— Неужели за сие одно? — удивился будто бы Голицын.
Тогда Фотий пришел в ярость, схватил крест, поднял его над головою и закричал:
— Анафема! Да воскреснет Бог и расточатся врази Его! Будь ты проклят! Снидешь во ад, и все с тобою погибнут вовеки! Анафема всем!
Голицын побежал вон из горницы, „во гневе, яко лишен ума“, — утверждает Фотий, но на самом деле скорее, в страхе.
Голицын бежал, а Фотий кричал ему вслед:
— Анафема! Анафема!
Перепуганная дщерь-девица бросилась к Фотию.
— Отец! Отец! Что ты наделал! Пожалуется князь государю — засудят тебя, заточат, сошлют в Сибирь…
Девица плакала, а Фотий, „скача и радуясь“, пел:
— С нами Бог!»
Бог и Аракчеев. Несдобровать бы Фотию, если бы не Аракчеев: анафема Голицыну, министру духовных дел, тридцатилетнему другу царевича, была анафемой самому царю, разумеется, условная — если-де царь не покается.
Во всяком случае, теперь уже не могло быть примирения: надо было выбрать одно из двух — пожертвовать Фотием, т. е. Аракчеевым, Голицыну или Голицыным Фотию, т. е. Аракчееву.

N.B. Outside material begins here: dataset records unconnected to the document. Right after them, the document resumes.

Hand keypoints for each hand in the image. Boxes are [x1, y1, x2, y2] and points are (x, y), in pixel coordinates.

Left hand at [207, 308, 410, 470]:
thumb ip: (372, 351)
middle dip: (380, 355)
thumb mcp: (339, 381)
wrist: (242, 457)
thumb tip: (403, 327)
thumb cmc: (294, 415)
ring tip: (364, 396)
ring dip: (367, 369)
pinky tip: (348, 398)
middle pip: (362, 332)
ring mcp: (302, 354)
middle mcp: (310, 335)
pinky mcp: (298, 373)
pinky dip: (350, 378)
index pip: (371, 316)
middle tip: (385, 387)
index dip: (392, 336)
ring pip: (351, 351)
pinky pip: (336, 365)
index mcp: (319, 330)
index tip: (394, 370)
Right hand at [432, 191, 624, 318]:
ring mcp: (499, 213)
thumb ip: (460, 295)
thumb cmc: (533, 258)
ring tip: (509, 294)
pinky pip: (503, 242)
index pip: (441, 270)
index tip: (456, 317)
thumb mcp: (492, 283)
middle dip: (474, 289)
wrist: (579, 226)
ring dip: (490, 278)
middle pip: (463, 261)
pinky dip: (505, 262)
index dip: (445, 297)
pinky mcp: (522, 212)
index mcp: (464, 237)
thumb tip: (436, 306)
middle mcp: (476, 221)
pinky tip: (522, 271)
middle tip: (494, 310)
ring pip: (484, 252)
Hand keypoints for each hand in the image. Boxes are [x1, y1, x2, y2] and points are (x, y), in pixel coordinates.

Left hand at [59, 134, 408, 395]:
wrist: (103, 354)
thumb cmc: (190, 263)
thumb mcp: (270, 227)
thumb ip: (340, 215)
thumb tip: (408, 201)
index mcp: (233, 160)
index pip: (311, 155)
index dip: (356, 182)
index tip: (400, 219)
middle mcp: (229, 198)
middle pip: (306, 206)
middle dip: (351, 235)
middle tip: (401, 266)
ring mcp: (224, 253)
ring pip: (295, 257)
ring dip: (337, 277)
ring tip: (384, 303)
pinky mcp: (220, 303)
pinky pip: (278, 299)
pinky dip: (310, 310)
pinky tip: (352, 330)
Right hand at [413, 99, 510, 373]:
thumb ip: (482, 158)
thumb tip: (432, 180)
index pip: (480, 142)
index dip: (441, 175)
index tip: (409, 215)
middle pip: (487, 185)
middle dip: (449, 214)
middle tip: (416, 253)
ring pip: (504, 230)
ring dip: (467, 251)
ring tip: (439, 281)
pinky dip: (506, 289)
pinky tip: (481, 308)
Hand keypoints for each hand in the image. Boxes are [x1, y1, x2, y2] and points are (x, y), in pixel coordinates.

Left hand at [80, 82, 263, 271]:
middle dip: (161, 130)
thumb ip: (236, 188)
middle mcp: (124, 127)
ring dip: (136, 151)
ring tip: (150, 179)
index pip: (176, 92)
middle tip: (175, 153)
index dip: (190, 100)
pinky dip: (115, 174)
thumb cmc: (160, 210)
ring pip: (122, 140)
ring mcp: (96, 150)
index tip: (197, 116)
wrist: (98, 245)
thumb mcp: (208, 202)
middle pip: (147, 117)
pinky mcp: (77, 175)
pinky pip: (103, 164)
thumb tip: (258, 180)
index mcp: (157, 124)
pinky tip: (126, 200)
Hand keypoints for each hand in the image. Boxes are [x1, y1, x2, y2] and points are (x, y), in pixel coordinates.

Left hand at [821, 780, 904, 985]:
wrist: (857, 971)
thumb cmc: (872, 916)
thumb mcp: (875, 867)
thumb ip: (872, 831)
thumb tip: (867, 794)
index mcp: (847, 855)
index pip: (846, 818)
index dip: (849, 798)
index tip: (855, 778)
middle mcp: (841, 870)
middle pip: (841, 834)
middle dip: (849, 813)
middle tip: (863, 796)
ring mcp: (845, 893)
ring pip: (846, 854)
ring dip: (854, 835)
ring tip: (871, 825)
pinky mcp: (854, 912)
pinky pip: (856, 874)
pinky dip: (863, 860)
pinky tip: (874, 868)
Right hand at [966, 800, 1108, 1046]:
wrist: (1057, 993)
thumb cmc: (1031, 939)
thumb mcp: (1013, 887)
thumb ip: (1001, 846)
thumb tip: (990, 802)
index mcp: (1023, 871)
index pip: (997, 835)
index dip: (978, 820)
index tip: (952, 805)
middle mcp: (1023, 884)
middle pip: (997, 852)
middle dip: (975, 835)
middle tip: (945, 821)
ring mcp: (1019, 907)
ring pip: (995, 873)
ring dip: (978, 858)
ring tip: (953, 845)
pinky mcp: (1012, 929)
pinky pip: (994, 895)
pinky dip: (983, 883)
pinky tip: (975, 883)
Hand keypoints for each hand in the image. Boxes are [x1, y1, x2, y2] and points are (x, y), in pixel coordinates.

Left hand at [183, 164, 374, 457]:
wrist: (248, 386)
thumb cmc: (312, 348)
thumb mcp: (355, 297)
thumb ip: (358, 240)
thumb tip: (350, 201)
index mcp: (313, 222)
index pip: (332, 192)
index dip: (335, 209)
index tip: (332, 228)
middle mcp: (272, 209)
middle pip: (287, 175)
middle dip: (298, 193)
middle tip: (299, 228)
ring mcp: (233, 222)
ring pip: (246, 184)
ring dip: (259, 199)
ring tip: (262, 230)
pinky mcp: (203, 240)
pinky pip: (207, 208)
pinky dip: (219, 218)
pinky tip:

15 мая 1824 года издан указ об уничтожении министерства духовных дел и об «оставлении синода по-прежнему». Аракчеев победил, Голицын пал.
«Вся столица славы великой исполнилась, — рассказывает Фотий. — Как свет солнца утреннего, разлиялся светлый слух о исчезании мирского владычества над церковью. Паде ад, дьявол побежден. Слава веры, победа церкви. — Митрополит пел, и Фотий пел». Кажется, вот-вот запоет Аракчеев.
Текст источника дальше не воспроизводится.